15 de novembro de 2011

Lounge




Sempre fomos vulcão, desde o primeiro momento que resolvemos mudar o nosso status de relacionamento perante a indiferente sociedade que nos cerca. Nunca fui modesto, Júlia, você sabe. Por isso me sinto inteiramente à vontade para dizer que a maior parte de nossas brigas começou por culpa de seus ciúmes. Como no caso da carta da Kênia, por exemplo: minha amiga de infância, Júlia! E você ralhou comigo porque ela me tratava por “meu primeiro namoradinho”... Entrou em erupção emocional, eu também; e saímos queimando tudo o que vinha pela frente. Éramos assim, destrutivos, devastadores em nossas brigas quase sempre torpes.

Mas no dia em que você me deixou falando sozinho e saiu correndo para chorar em um canto, sei que foi o saldo de todas as coisas pelas quais te fiz passar... Só agora, aqui isolado com as persianas abertas e vendo o céu sem lua, reconheço o quão tonto fui durante cada minuto em que estivemos juntos.

Naquele mesmo dia procurei sua irmã. Confesso isso sem pudor, porque você já conhece a história, com certeza. Apenas não a tinha ouvido de mim. Provavelmente nem vai ouvir. O máximo que te ofereço são estas letras, que ainda vacilo te entregar.

Mas procurei a sua irmã. Procurei e descobri por sua própria boca que ela ia casar. Doeu. Só que a dor que eu senti naquele dia não foi essa dor que chamam de amor. Foi de ego mortalmente ferido. Ela tinha me dito coisas tão bonitas, tão realizáveis. Tantas promessas! Entregou-se tão doce e despejada, como se não existisse Hélio, como se não existisse você... Me desculpe, mas é esta a verdade: ela foi tão minha naquele dia que cheguei a pensar que poderia ser pra sempre...

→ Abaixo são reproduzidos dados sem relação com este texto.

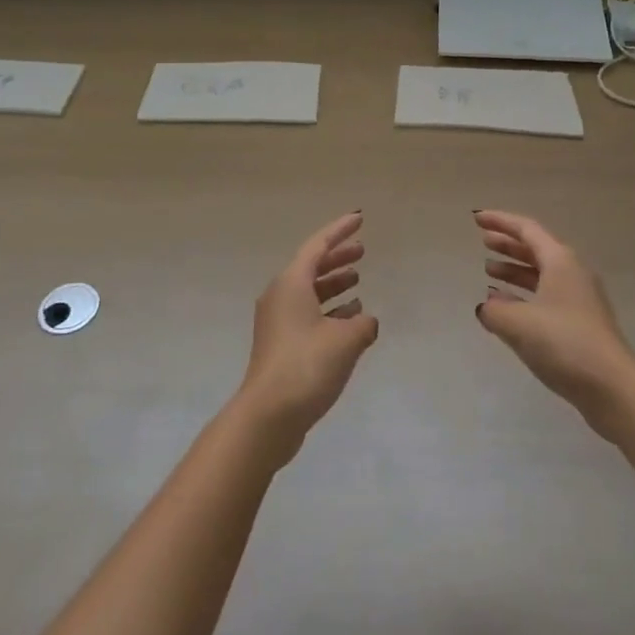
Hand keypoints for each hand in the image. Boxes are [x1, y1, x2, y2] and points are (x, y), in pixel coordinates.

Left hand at [234, 212, 378, 463]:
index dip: (340, 230)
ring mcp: (277, 322)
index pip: (318, 245)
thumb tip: (366, 321)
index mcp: (291, 283)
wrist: (268, 416)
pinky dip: (329, 310)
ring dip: (334, 285)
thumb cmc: (306, 366)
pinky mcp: (280, 345)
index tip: (359, 219)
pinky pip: (307, 314)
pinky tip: (350, 320)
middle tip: (362, 250)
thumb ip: (363, 324)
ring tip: (358, 282)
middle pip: (311, 267)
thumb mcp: (345, 341)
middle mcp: (280, 296)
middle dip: (337, 257)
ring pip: (309, 292)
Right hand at [473, 210, 634, 439]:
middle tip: (483, 242)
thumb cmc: (564, 343)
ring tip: (489, 272)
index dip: (500, 221)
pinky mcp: (581, 323)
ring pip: (541, 274)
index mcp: (560, 261)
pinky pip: (546, 296)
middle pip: (536, 249)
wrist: (613, 388)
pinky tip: (507, 308)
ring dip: (515, 270)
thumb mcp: (518, 324)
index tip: (477, 219)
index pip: (526, 229)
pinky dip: (524, 295)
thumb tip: (486, 306)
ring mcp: (579, 299)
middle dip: (508, 244)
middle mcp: (572, 273)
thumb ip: (494, 310)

Ego! Só aí entendi que a minha atração por Taty sempre foi uma busca de satisfação para o meu Ego. Não me estranhe, sabemos que nunca estudei psicologia e que essas informações são extremamente perigosas, mas não vejo outra forma de dizer isso.

Totalmente diferente, foi o que senti há alguns dias atrás, quando eu passava pela Rua Seis e ouvi uma doce voz cantando: “como vai você eu preciso saber da sua vida...” e resolvi parar para ouvir um pouco.
Vergonha! Tantos anos juntos e eu nunca tinha te visto cantar, salvo alguns murmúrios que cessavam logo quando se percebiam observados.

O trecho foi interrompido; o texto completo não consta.